- _YOUR ASSIGNMENT_:
State how many lines in the listing include the word "dead", and give no other text.

:: PROVIDED RECORDS ::

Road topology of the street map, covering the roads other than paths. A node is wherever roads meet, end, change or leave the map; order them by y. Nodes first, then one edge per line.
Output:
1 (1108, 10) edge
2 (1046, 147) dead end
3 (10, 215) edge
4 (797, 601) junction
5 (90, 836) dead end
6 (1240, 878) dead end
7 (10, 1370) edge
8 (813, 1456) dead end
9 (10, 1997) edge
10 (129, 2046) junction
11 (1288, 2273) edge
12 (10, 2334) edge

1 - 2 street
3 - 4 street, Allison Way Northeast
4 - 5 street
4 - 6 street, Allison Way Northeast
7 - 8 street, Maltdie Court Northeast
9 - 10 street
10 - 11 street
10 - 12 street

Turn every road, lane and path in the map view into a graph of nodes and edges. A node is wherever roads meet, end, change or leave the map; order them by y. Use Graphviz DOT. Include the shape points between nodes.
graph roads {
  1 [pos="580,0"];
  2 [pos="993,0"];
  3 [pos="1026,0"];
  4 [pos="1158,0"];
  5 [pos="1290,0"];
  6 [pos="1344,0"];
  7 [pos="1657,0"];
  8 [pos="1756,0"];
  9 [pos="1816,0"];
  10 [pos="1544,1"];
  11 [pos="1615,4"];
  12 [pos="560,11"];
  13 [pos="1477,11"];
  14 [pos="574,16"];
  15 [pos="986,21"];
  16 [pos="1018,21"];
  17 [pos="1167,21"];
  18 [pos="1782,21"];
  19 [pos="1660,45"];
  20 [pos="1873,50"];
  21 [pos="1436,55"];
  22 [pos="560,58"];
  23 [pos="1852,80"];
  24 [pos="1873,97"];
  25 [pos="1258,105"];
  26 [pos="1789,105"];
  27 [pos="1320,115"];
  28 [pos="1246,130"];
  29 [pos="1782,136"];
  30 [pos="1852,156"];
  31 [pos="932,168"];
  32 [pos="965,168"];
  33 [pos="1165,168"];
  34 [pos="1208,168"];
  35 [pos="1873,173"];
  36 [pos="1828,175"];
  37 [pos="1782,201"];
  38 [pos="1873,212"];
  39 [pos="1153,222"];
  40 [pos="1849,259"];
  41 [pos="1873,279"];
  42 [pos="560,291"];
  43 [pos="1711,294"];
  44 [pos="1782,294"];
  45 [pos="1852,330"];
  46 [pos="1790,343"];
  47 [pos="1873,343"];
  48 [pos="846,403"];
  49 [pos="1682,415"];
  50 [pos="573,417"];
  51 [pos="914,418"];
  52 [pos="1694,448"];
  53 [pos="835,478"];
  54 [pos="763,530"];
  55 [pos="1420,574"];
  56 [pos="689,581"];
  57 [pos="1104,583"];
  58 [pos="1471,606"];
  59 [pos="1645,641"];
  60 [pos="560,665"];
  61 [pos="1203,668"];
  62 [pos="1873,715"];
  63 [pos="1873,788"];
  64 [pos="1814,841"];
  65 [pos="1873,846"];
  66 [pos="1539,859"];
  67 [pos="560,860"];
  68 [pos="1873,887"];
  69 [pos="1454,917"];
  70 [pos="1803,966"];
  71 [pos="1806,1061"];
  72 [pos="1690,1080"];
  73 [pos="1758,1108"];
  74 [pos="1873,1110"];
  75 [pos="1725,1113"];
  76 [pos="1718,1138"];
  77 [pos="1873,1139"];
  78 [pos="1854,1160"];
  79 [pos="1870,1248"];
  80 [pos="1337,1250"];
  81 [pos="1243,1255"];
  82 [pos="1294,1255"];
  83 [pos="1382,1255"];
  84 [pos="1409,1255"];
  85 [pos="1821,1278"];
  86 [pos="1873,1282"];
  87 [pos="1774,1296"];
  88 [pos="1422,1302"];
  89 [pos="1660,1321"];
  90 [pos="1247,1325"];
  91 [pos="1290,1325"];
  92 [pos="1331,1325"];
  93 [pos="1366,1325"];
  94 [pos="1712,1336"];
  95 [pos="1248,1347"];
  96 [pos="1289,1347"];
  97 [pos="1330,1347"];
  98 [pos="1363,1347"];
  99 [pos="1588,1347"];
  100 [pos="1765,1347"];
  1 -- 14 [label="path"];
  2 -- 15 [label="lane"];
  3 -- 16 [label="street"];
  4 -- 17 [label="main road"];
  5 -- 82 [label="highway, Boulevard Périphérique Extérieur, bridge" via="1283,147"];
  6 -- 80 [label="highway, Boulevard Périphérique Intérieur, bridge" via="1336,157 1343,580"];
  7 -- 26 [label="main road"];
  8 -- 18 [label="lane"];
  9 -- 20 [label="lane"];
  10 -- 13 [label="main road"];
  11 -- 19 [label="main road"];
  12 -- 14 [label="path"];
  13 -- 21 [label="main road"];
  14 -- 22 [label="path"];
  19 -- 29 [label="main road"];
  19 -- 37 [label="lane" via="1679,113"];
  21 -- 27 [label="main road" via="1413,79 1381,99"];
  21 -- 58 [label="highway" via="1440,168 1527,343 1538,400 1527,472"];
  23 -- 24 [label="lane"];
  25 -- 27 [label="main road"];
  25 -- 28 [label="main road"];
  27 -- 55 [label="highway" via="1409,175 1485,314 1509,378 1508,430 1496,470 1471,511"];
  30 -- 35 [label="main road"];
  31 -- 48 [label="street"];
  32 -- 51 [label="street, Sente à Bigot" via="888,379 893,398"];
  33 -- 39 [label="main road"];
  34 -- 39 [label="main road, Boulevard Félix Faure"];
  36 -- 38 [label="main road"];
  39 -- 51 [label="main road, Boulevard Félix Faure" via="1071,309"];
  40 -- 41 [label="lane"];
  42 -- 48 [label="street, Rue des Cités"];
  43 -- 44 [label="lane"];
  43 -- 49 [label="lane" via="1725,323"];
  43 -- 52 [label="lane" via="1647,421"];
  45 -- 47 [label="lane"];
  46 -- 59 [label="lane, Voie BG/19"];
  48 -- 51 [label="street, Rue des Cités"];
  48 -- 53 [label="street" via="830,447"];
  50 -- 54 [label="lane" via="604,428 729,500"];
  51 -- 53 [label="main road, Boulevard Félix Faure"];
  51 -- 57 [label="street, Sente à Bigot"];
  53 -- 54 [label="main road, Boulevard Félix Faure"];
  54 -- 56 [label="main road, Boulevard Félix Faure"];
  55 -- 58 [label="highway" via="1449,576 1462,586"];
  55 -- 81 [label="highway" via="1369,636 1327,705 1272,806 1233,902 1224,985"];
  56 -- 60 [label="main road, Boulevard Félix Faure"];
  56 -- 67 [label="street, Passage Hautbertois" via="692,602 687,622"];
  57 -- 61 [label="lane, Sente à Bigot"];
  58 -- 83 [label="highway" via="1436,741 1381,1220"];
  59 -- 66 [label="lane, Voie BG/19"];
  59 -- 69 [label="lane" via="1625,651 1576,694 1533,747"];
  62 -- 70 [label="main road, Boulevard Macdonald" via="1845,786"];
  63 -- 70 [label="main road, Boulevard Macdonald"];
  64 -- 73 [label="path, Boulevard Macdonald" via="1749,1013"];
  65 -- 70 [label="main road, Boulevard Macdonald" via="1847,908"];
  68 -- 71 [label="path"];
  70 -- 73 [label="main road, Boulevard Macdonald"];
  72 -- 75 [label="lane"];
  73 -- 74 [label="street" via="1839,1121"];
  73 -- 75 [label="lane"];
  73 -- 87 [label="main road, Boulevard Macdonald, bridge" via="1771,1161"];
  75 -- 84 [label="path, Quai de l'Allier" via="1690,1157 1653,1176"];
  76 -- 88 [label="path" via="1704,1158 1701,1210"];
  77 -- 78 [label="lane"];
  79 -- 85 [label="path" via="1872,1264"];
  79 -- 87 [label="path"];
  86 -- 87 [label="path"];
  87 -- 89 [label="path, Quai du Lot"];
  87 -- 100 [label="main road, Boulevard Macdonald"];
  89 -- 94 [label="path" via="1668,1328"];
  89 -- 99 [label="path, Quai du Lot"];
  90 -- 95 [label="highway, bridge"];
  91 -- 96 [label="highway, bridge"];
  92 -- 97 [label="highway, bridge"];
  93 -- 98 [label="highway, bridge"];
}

:::

- _WRITTEN SOLUTION_:
4